*** DATA SHOWN ***

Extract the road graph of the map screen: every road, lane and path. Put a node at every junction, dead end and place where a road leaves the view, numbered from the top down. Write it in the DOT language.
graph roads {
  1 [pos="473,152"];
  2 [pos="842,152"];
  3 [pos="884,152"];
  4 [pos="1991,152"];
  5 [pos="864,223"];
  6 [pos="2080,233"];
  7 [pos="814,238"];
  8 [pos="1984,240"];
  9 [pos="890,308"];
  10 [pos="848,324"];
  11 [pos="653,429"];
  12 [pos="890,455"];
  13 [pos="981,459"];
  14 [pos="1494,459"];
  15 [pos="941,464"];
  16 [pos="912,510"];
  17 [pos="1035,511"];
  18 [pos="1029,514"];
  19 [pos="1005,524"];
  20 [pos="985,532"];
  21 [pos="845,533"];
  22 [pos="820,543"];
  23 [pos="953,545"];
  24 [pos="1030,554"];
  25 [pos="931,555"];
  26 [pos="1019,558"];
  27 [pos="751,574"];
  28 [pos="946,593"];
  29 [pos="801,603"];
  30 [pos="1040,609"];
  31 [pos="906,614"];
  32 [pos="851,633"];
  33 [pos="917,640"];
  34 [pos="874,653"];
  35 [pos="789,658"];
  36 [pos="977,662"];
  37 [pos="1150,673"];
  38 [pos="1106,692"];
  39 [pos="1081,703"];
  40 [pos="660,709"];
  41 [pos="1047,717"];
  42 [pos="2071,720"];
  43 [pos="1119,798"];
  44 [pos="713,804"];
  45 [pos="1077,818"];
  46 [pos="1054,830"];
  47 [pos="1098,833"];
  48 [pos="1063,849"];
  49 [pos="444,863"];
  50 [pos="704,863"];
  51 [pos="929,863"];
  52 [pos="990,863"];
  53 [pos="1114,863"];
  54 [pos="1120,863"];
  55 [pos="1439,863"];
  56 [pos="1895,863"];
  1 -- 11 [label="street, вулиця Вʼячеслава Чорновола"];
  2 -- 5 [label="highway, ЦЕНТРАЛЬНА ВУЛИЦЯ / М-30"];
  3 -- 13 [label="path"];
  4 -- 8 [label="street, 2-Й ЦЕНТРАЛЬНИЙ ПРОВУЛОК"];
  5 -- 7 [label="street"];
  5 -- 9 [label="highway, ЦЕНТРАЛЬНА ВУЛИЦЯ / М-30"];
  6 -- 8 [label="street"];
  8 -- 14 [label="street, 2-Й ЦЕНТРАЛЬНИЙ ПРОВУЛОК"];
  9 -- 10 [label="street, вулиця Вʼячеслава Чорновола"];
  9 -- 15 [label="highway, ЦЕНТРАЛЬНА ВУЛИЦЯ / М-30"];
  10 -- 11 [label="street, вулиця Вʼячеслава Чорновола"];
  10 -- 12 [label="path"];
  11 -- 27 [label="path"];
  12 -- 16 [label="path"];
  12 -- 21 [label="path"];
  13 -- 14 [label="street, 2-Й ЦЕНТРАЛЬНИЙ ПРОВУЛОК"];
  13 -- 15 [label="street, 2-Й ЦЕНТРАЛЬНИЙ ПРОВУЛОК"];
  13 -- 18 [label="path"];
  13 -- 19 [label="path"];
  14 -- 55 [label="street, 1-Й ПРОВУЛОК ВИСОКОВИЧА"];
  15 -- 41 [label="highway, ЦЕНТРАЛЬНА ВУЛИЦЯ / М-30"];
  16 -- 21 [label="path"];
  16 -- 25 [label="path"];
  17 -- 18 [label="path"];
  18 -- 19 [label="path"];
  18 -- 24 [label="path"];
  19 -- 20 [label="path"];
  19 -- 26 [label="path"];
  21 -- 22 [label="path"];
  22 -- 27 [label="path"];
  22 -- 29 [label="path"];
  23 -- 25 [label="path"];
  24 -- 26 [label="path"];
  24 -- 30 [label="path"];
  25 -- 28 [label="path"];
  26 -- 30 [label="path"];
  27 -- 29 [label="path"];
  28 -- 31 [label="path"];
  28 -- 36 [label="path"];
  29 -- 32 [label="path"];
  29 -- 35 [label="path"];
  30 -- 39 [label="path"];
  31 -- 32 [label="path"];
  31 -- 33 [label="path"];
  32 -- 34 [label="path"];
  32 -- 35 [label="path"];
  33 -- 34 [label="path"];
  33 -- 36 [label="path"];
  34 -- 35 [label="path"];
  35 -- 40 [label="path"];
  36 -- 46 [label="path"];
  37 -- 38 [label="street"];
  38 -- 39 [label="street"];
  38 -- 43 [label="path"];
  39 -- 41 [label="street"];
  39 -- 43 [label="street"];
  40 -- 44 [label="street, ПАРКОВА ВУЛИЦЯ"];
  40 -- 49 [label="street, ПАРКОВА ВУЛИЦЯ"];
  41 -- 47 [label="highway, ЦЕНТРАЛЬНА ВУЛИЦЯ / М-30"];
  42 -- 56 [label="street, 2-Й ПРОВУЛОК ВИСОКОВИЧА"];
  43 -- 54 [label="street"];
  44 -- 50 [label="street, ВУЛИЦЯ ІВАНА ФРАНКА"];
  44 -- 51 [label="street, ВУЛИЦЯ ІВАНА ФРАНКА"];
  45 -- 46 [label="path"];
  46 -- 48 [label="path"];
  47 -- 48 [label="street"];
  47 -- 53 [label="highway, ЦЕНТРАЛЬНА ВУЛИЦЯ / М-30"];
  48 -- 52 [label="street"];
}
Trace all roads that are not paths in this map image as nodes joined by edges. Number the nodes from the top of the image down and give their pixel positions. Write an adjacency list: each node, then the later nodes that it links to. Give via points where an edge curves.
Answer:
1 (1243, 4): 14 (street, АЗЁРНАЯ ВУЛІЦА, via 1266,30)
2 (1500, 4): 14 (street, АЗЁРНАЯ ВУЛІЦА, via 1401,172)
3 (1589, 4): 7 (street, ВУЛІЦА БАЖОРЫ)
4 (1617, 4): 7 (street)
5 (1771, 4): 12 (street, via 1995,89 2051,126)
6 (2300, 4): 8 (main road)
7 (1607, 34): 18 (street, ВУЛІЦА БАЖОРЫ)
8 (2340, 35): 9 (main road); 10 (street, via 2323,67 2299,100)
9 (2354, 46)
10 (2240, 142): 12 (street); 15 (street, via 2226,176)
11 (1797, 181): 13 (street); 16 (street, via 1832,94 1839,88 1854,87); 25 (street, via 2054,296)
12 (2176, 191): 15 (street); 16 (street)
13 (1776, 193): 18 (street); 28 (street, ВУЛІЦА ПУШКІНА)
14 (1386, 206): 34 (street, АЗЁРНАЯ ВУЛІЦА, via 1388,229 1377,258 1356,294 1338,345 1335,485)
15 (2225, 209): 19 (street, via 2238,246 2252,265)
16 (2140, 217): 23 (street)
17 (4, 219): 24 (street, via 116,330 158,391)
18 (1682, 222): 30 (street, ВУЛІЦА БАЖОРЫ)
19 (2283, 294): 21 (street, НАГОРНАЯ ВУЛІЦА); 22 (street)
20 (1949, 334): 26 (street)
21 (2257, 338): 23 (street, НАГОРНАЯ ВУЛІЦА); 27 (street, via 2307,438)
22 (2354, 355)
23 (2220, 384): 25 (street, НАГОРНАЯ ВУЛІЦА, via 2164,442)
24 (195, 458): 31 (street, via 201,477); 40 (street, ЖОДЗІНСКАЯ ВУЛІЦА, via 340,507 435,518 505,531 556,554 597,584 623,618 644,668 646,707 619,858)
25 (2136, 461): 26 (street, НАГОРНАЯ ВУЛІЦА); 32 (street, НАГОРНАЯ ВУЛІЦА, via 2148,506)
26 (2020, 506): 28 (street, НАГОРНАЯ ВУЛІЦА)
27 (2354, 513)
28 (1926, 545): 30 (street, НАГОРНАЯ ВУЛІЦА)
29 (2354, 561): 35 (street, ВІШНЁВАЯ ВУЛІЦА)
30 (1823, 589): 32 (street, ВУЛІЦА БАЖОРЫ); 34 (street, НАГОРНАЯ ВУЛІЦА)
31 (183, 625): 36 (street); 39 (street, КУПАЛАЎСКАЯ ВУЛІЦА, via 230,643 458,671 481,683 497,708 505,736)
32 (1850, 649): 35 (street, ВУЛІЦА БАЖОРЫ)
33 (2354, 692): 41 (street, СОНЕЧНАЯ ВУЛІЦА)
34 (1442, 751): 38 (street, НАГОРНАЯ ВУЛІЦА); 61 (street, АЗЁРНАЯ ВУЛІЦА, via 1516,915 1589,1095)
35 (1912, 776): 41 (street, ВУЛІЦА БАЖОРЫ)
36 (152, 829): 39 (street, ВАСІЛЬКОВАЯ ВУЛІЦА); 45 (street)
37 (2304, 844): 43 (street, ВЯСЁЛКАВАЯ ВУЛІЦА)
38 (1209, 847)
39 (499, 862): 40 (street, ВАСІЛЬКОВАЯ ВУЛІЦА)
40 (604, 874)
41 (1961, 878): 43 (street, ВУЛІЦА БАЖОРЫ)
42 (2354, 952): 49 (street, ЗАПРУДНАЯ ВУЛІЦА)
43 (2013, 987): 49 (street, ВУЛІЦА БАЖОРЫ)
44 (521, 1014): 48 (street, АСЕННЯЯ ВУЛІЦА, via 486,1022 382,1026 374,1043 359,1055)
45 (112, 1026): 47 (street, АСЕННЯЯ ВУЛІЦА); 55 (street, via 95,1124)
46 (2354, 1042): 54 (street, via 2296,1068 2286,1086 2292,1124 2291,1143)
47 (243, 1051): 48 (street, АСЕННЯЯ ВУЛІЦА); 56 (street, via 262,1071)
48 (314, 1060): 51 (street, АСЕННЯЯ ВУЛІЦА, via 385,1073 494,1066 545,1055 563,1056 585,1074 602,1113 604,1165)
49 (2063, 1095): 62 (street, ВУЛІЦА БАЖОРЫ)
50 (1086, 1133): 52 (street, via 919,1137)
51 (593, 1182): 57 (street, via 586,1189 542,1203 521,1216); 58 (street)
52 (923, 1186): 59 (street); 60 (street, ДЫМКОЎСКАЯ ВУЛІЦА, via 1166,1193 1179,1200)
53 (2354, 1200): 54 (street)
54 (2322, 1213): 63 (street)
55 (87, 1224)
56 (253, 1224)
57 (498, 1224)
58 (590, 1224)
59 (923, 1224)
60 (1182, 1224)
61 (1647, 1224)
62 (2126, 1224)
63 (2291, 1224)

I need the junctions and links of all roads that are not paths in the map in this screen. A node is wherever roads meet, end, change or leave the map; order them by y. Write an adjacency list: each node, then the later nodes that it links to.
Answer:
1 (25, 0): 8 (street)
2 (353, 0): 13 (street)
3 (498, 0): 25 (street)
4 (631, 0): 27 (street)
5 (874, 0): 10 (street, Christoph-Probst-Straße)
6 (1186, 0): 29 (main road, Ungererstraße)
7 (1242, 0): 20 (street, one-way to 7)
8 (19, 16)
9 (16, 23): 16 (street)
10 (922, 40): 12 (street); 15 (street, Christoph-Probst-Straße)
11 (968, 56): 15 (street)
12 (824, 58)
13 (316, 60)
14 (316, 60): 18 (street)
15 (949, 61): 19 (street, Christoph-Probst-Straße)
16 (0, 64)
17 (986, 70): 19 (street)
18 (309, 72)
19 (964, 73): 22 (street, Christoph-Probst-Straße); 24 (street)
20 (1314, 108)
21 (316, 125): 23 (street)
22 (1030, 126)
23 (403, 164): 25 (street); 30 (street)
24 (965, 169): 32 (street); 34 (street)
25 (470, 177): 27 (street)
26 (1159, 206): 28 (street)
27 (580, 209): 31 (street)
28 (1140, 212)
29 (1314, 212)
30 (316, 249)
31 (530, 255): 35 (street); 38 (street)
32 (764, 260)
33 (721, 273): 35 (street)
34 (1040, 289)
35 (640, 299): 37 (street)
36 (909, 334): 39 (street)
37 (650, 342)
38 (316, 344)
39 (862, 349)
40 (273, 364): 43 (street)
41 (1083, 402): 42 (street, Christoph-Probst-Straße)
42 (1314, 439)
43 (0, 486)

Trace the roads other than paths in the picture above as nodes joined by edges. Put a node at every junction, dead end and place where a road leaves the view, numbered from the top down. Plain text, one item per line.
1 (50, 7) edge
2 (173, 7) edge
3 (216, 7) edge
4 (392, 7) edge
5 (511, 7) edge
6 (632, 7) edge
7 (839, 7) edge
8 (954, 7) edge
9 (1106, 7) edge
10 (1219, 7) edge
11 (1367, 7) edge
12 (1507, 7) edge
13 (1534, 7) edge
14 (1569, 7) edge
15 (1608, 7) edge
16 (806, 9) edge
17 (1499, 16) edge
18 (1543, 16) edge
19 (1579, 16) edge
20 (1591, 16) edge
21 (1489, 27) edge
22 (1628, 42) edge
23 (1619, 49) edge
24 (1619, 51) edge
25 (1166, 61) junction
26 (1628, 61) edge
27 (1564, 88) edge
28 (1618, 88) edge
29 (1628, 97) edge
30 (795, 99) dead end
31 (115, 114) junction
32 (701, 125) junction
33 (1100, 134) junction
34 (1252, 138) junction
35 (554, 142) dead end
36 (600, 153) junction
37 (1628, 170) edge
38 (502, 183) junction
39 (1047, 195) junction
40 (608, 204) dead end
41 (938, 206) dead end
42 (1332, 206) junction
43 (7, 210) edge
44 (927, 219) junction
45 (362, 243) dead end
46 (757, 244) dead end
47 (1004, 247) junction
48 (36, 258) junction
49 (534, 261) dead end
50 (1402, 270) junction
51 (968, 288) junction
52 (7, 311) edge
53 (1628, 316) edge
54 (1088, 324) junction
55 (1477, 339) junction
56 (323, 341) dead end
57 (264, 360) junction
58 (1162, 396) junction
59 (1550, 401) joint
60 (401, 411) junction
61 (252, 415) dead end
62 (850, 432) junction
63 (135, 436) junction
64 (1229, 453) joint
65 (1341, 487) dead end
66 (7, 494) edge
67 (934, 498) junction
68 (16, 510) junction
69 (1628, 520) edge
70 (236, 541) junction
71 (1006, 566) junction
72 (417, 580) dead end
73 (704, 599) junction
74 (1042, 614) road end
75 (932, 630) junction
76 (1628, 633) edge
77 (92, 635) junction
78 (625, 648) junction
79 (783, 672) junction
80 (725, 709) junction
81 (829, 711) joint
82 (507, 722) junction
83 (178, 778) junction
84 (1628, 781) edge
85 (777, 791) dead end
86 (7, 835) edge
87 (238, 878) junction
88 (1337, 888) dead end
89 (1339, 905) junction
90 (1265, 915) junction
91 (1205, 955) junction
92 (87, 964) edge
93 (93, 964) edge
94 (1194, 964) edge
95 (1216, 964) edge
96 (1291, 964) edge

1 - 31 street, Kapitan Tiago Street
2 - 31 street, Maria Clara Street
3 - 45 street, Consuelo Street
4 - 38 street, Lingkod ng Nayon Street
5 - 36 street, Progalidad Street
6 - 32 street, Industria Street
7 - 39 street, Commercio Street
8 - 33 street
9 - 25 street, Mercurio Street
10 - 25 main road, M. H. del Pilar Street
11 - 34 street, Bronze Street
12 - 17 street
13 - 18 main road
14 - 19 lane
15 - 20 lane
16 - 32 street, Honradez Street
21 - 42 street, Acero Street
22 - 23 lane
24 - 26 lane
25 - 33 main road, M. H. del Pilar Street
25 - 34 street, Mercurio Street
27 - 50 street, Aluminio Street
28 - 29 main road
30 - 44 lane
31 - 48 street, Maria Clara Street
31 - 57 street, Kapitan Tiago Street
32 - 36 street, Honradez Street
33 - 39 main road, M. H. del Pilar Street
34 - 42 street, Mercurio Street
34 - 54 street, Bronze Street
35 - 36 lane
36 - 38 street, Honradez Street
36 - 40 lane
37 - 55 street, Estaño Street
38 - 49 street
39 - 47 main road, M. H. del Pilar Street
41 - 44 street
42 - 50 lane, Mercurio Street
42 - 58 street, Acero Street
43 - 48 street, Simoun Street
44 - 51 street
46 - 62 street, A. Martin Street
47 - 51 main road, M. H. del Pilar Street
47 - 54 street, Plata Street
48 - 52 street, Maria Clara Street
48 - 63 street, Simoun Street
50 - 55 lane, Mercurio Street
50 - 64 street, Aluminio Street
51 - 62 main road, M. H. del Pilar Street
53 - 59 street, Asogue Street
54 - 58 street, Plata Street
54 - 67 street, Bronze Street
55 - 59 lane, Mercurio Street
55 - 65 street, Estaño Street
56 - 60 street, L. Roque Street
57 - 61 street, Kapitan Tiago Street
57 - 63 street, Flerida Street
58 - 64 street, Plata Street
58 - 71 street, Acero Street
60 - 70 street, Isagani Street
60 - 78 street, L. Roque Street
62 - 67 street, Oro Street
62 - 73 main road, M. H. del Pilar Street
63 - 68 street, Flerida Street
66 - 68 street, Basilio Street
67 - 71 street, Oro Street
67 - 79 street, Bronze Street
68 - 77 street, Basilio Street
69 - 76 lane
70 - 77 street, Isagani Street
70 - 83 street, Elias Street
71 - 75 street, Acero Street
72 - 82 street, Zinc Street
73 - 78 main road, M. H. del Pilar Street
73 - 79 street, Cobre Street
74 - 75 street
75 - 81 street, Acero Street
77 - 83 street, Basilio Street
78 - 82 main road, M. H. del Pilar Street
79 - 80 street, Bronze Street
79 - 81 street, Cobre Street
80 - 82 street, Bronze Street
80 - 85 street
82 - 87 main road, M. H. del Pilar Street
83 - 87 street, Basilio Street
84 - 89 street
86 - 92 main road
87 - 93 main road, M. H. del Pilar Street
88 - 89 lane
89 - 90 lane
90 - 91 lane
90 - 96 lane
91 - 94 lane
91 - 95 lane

*** End of DATA SHOWN ***

- PROBLEM DETAILS
Check each line of the records above for the string "ВАСІЛЬКОВАЯ", and report every line that has it.

- ANSWER FOR THE TASK
36 (152, 829): 39 (street, ВАСІЛЬКОВАЯ ВУЛІЦА); 45 (street)
39 (499, 862): 40 (street, ВАСІЛЬКОВАЯ ВУЛІЦА)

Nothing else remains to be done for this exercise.